Это шерешевская магия. Он умеет убеждать людей любого пола в том, что они прекрасны.

Дело в том, что я очень мало слышал Петю в процессе репетиций. Я цеплялся ему за рукав:  «Скажи, туда, не туда?» Он говорил:  «Все хорошо». Это все магия, мягкая сила, любовь к артисту, чувство сострадания человеку и тот театр, который проповедуют лучшие режиссеры — Туминас, Эфрос…

Шерешевский — большая загадка. Работа с ним для меня — это огромный, колоссальный опыт. Я считаю, что Петр Юрьевич нужен любому театру, но в этом театре он должен появиться своевременно, должно прийти время. Он возникает именно тогда, когда он нужен.

У вас большой список режиссерских работ в диапазоне от  «Федота- Стрельца» до  «Старшего сына». Когда работаешь с другим режиссером как актер, как слушаться его и отключать режиссера в себе?

Константин Райкин говорит про себя:  «Я — послушный артист». Я тоже.

У меня есть преимущество перед артистами, у которых нет режиссерского образования — я структурировано разбираю роль и понимаю, что такое не мешать режиссеру. Режиссер проводит с пьесой больше времени, чем любой из актеров и поэтому ему нужно доверять. Я делал все, что он говорит.

У Петра Юрьевича есть хитрые ходы — большая часть мизансцен спектакля были взяты из моей жизни — то, что, например, я играю на гармошке или история с детским фотоальбомом. Это правда мой фотоальбом, он работает в спектакле.

У Шерешевского есть свойство — он преобразует окружающий мир в искусство. Он берет обыденное, страшное, некрасивое и делает это культурой.

О РАБОТЕ НАД РОЛЬЮ

Есть два варианта: у Станиславского, когда ты играешь злодея, тебе нужно его оправдать, у Брехта — ты можешь ненавидеть своего героя. По какому пути вы двигались с Петром Юрьевичем, как относитесь к своему персонажу и почему?

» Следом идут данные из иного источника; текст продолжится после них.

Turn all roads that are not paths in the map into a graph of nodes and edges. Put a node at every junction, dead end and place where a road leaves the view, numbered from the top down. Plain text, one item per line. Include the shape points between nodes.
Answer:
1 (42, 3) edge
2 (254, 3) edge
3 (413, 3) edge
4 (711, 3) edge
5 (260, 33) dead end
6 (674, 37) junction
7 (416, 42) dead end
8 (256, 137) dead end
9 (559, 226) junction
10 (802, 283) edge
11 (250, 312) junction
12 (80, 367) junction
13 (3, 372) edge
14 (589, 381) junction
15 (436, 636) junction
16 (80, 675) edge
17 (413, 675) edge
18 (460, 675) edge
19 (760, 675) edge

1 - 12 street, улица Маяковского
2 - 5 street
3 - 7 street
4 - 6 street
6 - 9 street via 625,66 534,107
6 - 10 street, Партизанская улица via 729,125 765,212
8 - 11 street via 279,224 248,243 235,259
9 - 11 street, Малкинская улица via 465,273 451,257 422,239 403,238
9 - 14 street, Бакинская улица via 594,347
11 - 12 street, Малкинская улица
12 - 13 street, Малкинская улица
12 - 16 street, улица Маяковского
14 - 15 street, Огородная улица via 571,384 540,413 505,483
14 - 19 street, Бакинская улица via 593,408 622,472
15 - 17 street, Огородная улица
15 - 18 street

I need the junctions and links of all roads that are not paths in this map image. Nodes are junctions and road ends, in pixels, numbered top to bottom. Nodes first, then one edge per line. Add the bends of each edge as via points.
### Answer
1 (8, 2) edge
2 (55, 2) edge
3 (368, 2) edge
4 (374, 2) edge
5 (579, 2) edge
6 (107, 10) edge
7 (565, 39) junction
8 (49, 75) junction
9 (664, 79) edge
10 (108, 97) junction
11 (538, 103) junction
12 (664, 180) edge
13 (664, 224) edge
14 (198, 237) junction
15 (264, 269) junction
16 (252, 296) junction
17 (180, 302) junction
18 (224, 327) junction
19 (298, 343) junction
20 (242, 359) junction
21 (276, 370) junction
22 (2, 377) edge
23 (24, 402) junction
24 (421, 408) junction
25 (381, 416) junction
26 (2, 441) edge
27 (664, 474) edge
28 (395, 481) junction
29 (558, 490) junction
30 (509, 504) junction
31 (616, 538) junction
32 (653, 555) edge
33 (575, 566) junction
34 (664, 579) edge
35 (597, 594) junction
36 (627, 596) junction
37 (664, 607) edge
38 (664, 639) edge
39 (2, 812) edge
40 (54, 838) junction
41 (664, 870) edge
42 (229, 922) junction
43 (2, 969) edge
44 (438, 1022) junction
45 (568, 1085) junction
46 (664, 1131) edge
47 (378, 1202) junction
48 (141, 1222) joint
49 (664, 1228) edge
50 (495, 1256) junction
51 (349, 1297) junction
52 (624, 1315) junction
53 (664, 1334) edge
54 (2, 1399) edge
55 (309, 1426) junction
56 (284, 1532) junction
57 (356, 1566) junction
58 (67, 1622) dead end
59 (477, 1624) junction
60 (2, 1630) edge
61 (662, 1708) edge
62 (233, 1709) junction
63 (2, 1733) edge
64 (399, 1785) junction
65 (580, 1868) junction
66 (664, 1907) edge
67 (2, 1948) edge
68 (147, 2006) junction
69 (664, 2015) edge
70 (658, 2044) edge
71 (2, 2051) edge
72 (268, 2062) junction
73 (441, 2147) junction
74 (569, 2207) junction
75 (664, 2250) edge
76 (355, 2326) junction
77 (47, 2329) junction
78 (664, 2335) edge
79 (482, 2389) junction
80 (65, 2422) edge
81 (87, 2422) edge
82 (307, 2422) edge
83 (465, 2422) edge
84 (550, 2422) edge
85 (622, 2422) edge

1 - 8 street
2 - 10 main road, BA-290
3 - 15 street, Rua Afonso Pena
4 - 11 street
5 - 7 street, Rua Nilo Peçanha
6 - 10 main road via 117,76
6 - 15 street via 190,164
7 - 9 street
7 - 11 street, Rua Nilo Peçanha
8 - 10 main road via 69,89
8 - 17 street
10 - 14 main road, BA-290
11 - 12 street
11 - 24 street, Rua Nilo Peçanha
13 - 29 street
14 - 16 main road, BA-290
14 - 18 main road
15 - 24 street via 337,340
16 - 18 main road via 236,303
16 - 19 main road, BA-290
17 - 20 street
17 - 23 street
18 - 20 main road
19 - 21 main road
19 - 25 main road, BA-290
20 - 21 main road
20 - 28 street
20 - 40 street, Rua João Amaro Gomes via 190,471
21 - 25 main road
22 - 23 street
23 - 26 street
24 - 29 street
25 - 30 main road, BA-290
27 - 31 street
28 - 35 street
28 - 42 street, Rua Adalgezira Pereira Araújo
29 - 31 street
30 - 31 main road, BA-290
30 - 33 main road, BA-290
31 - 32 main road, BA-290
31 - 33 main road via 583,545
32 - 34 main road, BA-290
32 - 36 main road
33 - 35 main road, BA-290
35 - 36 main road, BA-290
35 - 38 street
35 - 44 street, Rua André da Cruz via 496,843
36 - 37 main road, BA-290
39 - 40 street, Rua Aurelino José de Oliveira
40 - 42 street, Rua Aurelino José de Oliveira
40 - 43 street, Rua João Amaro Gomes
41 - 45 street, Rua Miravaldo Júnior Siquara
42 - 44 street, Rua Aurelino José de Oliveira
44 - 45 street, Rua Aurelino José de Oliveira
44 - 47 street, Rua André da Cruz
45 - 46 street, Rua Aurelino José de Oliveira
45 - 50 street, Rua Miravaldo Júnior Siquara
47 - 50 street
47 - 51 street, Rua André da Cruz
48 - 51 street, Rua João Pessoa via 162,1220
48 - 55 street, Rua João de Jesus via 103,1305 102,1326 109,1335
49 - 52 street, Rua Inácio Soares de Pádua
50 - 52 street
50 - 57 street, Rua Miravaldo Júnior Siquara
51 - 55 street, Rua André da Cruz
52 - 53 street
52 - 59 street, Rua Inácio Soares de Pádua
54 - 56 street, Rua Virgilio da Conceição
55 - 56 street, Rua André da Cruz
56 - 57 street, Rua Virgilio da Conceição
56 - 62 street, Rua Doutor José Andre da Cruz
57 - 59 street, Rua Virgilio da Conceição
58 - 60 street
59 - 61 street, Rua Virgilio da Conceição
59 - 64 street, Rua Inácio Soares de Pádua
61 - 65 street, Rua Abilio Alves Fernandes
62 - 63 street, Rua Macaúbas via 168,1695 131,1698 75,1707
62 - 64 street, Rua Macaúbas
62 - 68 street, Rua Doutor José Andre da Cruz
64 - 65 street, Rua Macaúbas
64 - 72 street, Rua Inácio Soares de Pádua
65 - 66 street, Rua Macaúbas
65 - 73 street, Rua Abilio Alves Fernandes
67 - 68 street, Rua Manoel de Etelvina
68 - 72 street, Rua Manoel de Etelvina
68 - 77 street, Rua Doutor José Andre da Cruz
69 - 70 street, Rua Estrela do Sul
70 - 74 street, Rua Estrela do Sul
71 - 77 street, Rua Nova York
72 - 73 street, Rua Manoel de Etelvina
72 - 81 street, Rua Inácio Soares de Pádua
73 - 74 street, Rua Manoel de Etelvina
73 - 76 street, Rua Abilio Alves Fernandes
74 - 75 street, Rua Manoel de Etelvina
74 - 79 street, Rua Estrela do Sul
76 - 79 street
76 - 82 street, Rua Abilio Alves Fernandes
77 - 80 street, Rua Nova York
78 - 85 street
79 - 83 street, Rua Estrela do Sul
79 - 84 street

Целенаправленно мы не шли по конкретному пути. У меня просто включилось мое ощущение мира. Я очень благодарен Пете за то, что он дал мне на откуп сцену, где я листаю фотоальбом. На одной из репетиций у меня родилась фраза  «Господи, как же так получилось?», уже вне контекста спектакля. Как так случилось, что красивый белокурый мальчик превратился в этого мужика, почему это произошло, в какой момент произошел этот внутренний слом?

Оправдывать или нет — это все зависит от обстоятельств. Мы живем избегая однозначных критериев  «хороший/плохой», всегда важен контекст. По одному из первых образований я — юрист. В юриспруденции есть понятие  «состав преступления». Важно понять, почему герой делает то, что он делает. Мне кажется, актер должен думать и мыслить как священник.

Интересная мысль.

Когда приходишь на исповедь и делишься проблемой, батюшка может отпустить тебе любой грех, даже смертный, самое главное, чтобы ты рассказал об этом. Ведь есть обстоятельства, привычки, среда, в которой человек находится. Мир жестокий — он заставляет героя отстаивать свои права.

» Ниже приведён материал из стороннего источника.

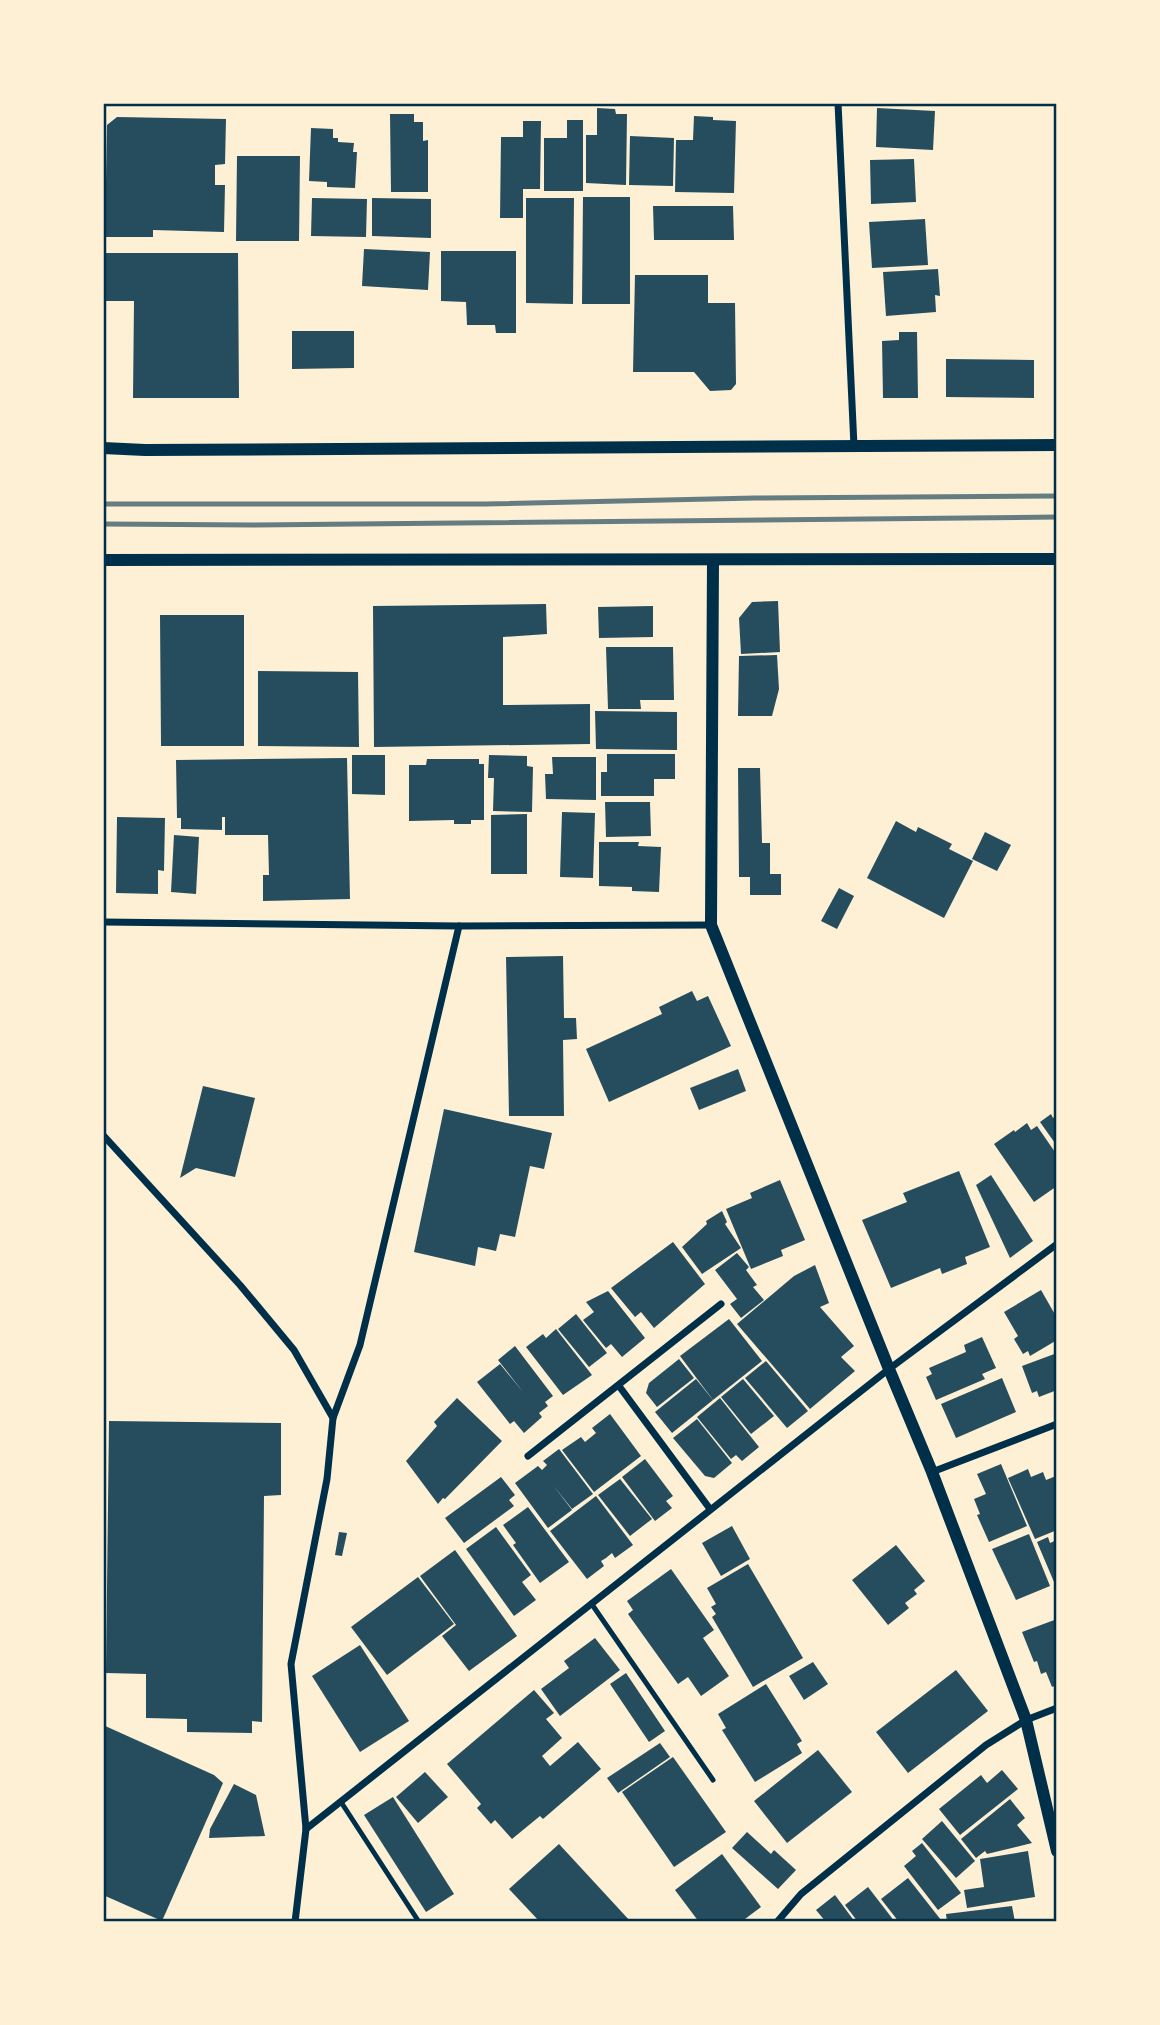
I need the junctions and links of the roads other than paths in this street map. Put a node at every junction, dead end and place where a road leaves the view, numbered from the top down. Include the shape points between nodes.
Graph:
1 (838, 103) edge
2 (1057, 445) edge
3 (854, 446) junction
4 (103, 448) edge
5 (1057, 559) edge
6 (103, 560) edge
7 (713, 561) junction
8 (103, 922) edge
9 (711, 925) junction
10 (459, 926) junction
11 (103, 1135) edge
12 (1057, 1244) edge
13 (721, 1304) dead end
14 (889, 1369) junction
15 (618, 1386) junction
16 (333, 1418) junction
17 (1057, 1424) edge
18 (528, 1455) dead end
19 (932, 1472) junction
20 (710, 1509) junction
21 (591, 1603) junction
22 (1057, 1708) edge
23 (1026, 1720) junction
24 (713, 1780) dead end
25 (341, 1802) junction
26 (306, 1829) junction
27 (1057, 1852) edge
28 (295, 1922) edge
29 (419, 1922) edge
30 (778, 1922) edge

1 - 3 street
2 - 3 street
3 - 4 street
5 - 7 street
6 - 7 street
7 - 9 street
8 - 10 street
9 - 10 street
9 - 14 street
10 - 16 street via 360,1345
11 - 16 street via 294,1350
12 - 14 street
13 - 15 street
14 - 19 street
14 - 20 street
15 - 18 street
15 - 20 street
16 - 26 street via 327,1479 291,1664
17 - 19 street
19 - 23 street
20 - 21 street
21 - 24 lane
21 - 25 street
22 - 23 street
23 - 27 street
23 - 30 street via 986,1745 801,1894
25 - 26 street
25 - 29 lane
26 - 28 street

Важны обстоятельства, когда нужно проявить в себе, например диктатора, как Атилла, или например вот, лопахинская ситуация. Он же убивается, он это все делает от большой любви, он должен Раневской, он закрывает последний гештальт.

В театре сейчас вы заняты в трех спектаклях —  «Атилла»,  «Гроза» и  «Вишневый сад». Насколько я знаю, многие становясь художественными руководителями, перестают выходить на сцену. Почему для вас важно, будучи руководителем театра, оставаться еще и действующим артистом?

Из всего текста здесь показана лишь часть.